WORK REQUEST: Pictures are to be left out; everything else in the records must be repeated exactly.

EXTRACTED INFORMATION:
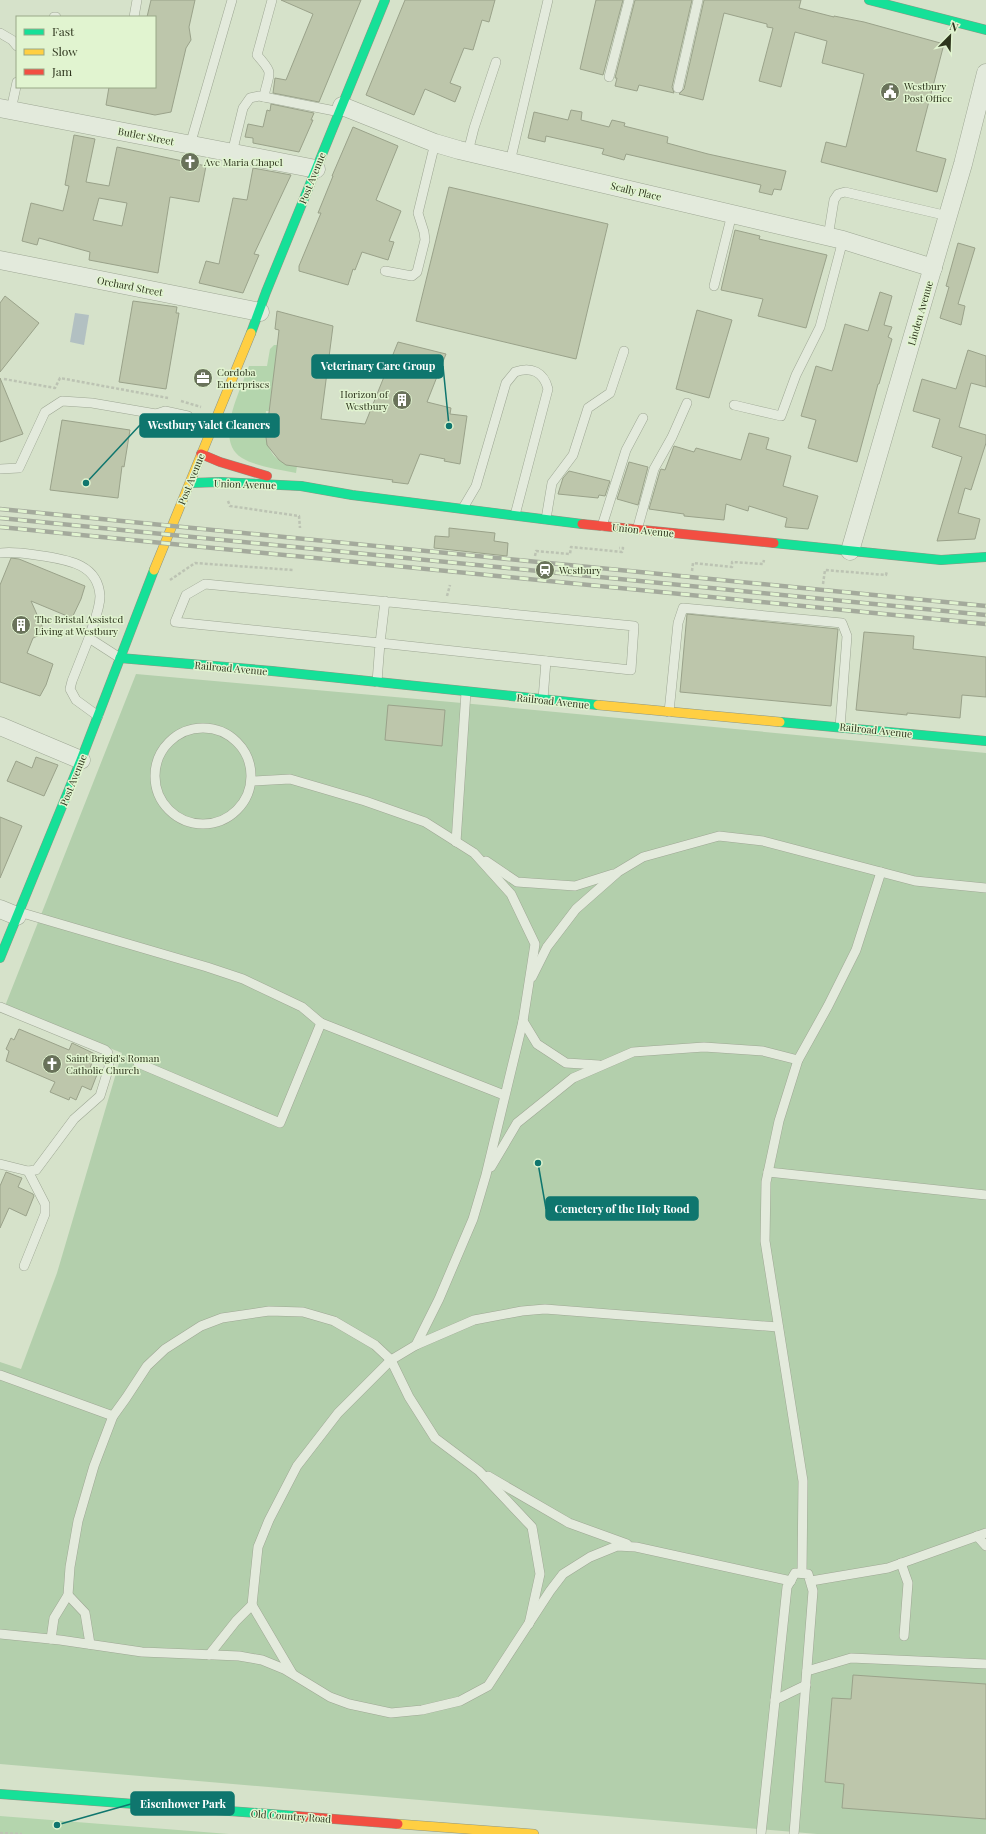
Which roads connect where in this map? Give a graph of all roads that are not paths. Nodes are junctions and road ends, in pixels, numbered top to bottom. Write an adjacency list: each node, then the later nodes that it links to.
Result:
1 (137, 0): 9 (lane)
2 (232, 0): 22 (lane)
3 (272, 0): 18 (lane)
4 (385, 0): 20 (main road, Post Avenue)
5 (548, 0): 25 (lane)
6 (629, 0): 15 (lane)
7 (698, 0): 17 (lane)
8 (869, 0): 10 (main road)
9 (134, 16)
10 (986, 30)
11 (0, 33): 12 (lane)
12 (16, 45)
13 (496, 62): 23 (lane)
14 (986, 73): 28 (street, Linden Avenue)
15 (609, 77)
16 (16, 84): 19 (lane)
17 (678, 88)
18 (264, 97): 20 (lane); 24 (lane)
19 (6, 109): 22 (street, Butler Street)
20 (341, 109): 21 (street, Scally Place); 26 (main road, Post Avenue)
21 (435, 144): 23 (street, Scally Place); 32 (lane)
22 (190, 145): 24 (street, Butler Street)
23 (468, 152): 25 (street, Scally Place)
24 (232, 153): 26 (street, Butler Street)
25 (510, 162): 27 (street, Scally Place)
26 (316, 170): 34 (main road, Post Avenue)
27 (732, 214): 29 (street, Scally Place); 33 (lane)
28 (948, 216): 29 (lane); 31 (street, Linden Avenue)
29 (836, 238): 31 (street, Scally Place); 37 (lane)
30 (0, 260): 34 (street, Orchard Street)
31 (933, 268): 49 (street, Linden Avenue)
32 (385, 271)
33 (714, 286)
34 (260, 312): 39 (main road, Post Avenue)
35 (624, 351): 46 (lane)
36 (687, 403): 48 (lane)
37 (734, 405)
38 (643, 418): 47 (lane)
39 (213, 425): 40 (main road, Post Avenue); 41 (lane)
40 (201, 454): 42 (main road, Post Avenue); 43 (main road, Union Avenue)
41 (0, 470)
42 (190, 483): 43 (main road, Union Avenue); 55 (main road, Post Avenue)
43 (301, 486): 44 (main road, Union Avenue)
44 (463, 509): 45 (main road, Union Avenue); 45 (lane)
45 (515, 515): 46 (main road, Union Avenue)
46 (546, 519): 47 (main road, Union Avenue)
47 (602, 526): 48 (main road, Union Avenue)
48 (637, 530): 49 (main road, Union Avenue)
49 (850, 551): 51 (main road, Union Avenue)
50 (0, 553): 53 (lane)
51 (986, 557)
52 (385, 601): 54 (lane); 54 (lane); 56 (lane)
53 (89, 638): 55 (lane); 61 (lane)
54 (380, 643): 56 (lane); 57 (lane)
55 (120, 658): 57 (main road, Railroad Avenue); 61 (main road, Post Avenue)
56 (546, 661): 59 (lane)
57 (377, 682): 58 (main road, Railroad Avenue)
58 (466, 691): 59 (main road, Railroad Avenue); 67 (lane)
59 (543, 700): 60 (main road, Railroad Avenue)
60 (669, 712): 63 (main road, Railroad Avenue); 63 (lane)
61 (98, 716): 65 (main road, Post Avenue)
62 (0, 726): 65 (street)
63 (840, 727): 64 (main road, Railroad Avenue)
64 (986, 741)
65 (82, 760): 73 (main road, Post Avenue)
66 (252, 781): 66 (lane); 67 (lane)
67 (456, 842): 68 (lane)
68 (474, 853): 69 (lane); 75 (lane)
69 (618, 872): 70 (lane); 75 (lane)
70 (881, 872): 71 (lane); 79 (lane)
71 (986, 888)
72 (0, 909): 73 (street)
73 (18, 914): 74 (main road, Post Avenue); 78 (lane)
74 (0, 958)
75 (527, 988): 77 (lane)
76 (0, 1007): 84 (lane)
77 (523, 1021): 81 (lane); 82 (lane)
78 (321, 1023): 80 (lane); 82 (lane)
79 (798, 1060): 81 (lane); 85 (lane)
80 (138, 1063)
81 (602, 1066): 86 (lane)
82 (504, 1095): 86 (lane)
83 (0, 1164): 84 (lane)
84 (28, 1171): 88 (lane)
85 (768, 1172): 87 (lane); 89 (lane)
86 (486, 1175): 90 (lane)
87 (986, 1195)
88 (24, 1266)
89 (778, 1327): 90 (lane); 99 (lane)
90 (416, 1345): 91 (lane)
91 (391, 1360): 93 (lane); 94 (lane); 103 (lane)
92 (0, 1375): 93 (lane)
93 (113, 1416): 102 (lane)
94 (479, 1471): 97 (lane); 104 (lane)
95 (982, 1535): 96 (lane); 98 (lane)
96 (986, 1546)
97 (636, 1547): 100 (lane); 104 (lane)
98 (901, 1563): 101 (lane); 106 (lane)
99 (802, 1573): 100 (lane); 101 (lane)
100 (791, 1581): 114 (lane)
101 (811, 1581): 111 (lane)
102 (68, 1595): 107 (lane); 108 (lane)
103 (252, 1606): 109 (lane); 112 (lane)
104 (530, 1624): 112 (lane)
105 (0, 1634): 107 (lane)
106 (904, 1636)
107 (51, 1639): 108 (lane)
108 (90, 1644): 109 (lane)
109 (209, 1655): 112 (lane)
110 (986, 1664): 111 (lane)
111 (807, 1671): 113 (lane)
112 (294, 1675)
113 (806, 1685): 114 (lane); 118 (lane)
114 (775, 1700): 117 (lane)
115 (0, 1794): 116 (main road, Old Country Road)
116 (534, 1834)
117 (761, 1834)
118 (794, 1834)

TASK RESULT:
Which roads connect where in this map? Give a graph of all roads that are not paths. Nodes are junctions and road ends, in pixels, numbered top to bottom. Write an adjacency list: each node, then the later nodes that it links to.
Result:
1 (137, 0): 9 (lane)
2 (232, 0): 22 (lane)
3 (272, 0): 18 (lane)
4 (385, 0): 20 (main road, Post Avenue)
5 (548, 0): 25 (lane)
6 (629, 0): 15 (lane)
7 (698, 0): 17 (lane)
8 (869, 0): 10 (main road)
9 (134, 16)
10 (986, 30)
11 (0, 33): 12 (lane)
12 (16, 45)
13 (496, 62): 23 (lane)
14 (986, 73): 28 (street, Linden Avenue)
15 (609, 77)
16 (16, 84): 19 (lane)
17 (678, 88)
18 (264, 97): 20 (lane); 24 (lane)
19 (6, 109): 22 (street, Butler Street)
20 (341, 109): 21 (street, Scally Place); 26 (main road, Post Avenue)
21 (435, 144): 23 (street, Scally Place); 32 (lane)
22 (190, 145): 24 (street, Butler Street)
23 (468, 152): 25 (street, Scally Place)
24 (232, 153): 26 (street, Butler Street)
25 (510, 162): 27 (street, Scally Place)
26 (316, 170): 34 (main road, Post Avenue)
27 (732, 214): 29 (street, Scally Place); 33 (lane)
28 (948, 216): 29 (lane); 31 (street, Linden Avenue)
29 (836, 238): 31 (street, Scally Place); 37 (lane)
30 (0, 260): 34 (street, Orchard Street)
31 (933, 268): 49 (street, Linden Avenue)
32 (385, 271)
33 (714, 286)
34 (260, 312): 39 (main road, Post Avenue)
35 (624, 351): 46 (lane)
36 (687, 403): 48 (lane)
37 (734, 405)
38 (643, 418): 47 (lane)
39 (213, 425): 40 (main road, Post Avenue); 41 (lane)
40 (201, 454): 42 (main road, Post Avenue); 43 (main road, Union Avenue)
41 (0, 470)
42 (190, 483): 43 (main road, Union Avenue); 55 (main road, Post Avenue)
43 (301, 486): 44 (main road, Union Avenue)
44 (463, 509): 45 (main road, Union Avenue); 45 (lane)
45 (515, 515): 46 (main road, Union Avenue)
46 (546, 519): 47 (main road, Union Avenue)
47 (602, 526): 48 (main road, Union Avenue)
48 (637, 530): 49 (main road, Union Avenue)
49 (850, 551): 51 (main road, Union Avenue)
50 (0, 553): 53 (lane)
51 (986, 557)
52 (385, 601): 54 (lane); 54 (lane); 56 (lane)
53 (89, 638): 55 (lane); 61 (lane)
54 (380, 643): 56 (lane); 57 (lane)
55 (120, 658): 57 (main road, Railroad Avenue); 61 (main road, Post Avenue)
56 (546, 661): 59 (lane)
57 (377, 682): 58 (main road, Railroad Avenue)
58 (466, 691): 59 (main road, Railroad Avenue); 67 (lane)
59 (543, 700): 60 (main road, Railroad Avenue)
60 (669, 712): 63 (main road, Railroad Avenue); 63 (lane)
61 (98, 716): 65 (main road, Post Avenue)
62 (0, 726): 65 (street)
63 (840, 727): 64 (main road, Railroad Avenue)
64 (986, 741)
65 (82, 760): 73 (main road, Post Avenue)
66 (252, 781): 66 (lane); 67 (lane)
67 (456, 842): 68 (lane)
68 (474, 853): 69 (lane); 75 (lane)
69 (618, 872): 70 (lane); 75 (lane)
70 (881, 872): 71 (lane); 79 (lane)
71 (986, 888)
72 (0, 909): 73 (street)
73 (18, 914): 74 (main road, Post Avenue); 78 (lane)
74 (0, 958)
75 (527, 988): 77 (lane)
76 (0, 1007): 84 (lane)
77 (523, 1021): 81 (lane); 82 (lane)
78 (321, 1023): 80 (lane); 82 (lane)
79 (798, 1060): 81 (lane); 85 (lane)
80 (138, 1063)
81 (602, 1066): 86 (lane)
82 (504, 1095): 86 (lane)
83 (0, 1164): 84 (lane)
84 (28, 1171): 88 (lane)
85 (768, 1172): 87 (lane); 89 (lane)
86 (486, 1175): 90 (lane)
87 (986, 1195)
88 (24, 1266)
89 (778, 1327): 90 (lane); 99 (lane)
90 (416, 1345): 91 (lane)
91 (391, 1360): 93 (lane); 94 (lane); 103 (lane)
92 (0, 1375): 93 (lane)
93 (113, 1416): 102 (lane)
94 (479, 1471): 97 (lane); 104 (lane)
95 (982, 1535): 96 (lane); 98 (lane)
96 (986, 1546)
97 (636, 1547): 100 (lane); 104 (lane)
98 (901, 1563): 101 (lane); 106 (lane)
99 (802, 1573): 100 (lane); 101 (lane)
100 (791, 1581): 114 (lane)
101 (811, 1581): 111 (lane)
102 (68, 1595): 107 (lane); 108 (lane)
103 (252, 1606): 109 (lane); 112 (lane)
104 (530, 1624): 112 (lane)
105 (0, 1634): 107 (lane)
106 (904, 1636)
107 (51, 1639): 108 (lane)
108 (90, 1644): 109 (lane)
109 (209, 1655): 112 (lane)
110 (986, 1664): 111 (lane)
111 (807, 1671): 113 (lane)
112 (294, 1675)
113 (806, 1685): 114 (lane); 118 (lane)
114 (775, 1700): 117 (lane)
115 (0, 1794): 116 (main road, Old Country Road)
116 (534, 1834)
117 (761, 1834)
118 (794, 1834)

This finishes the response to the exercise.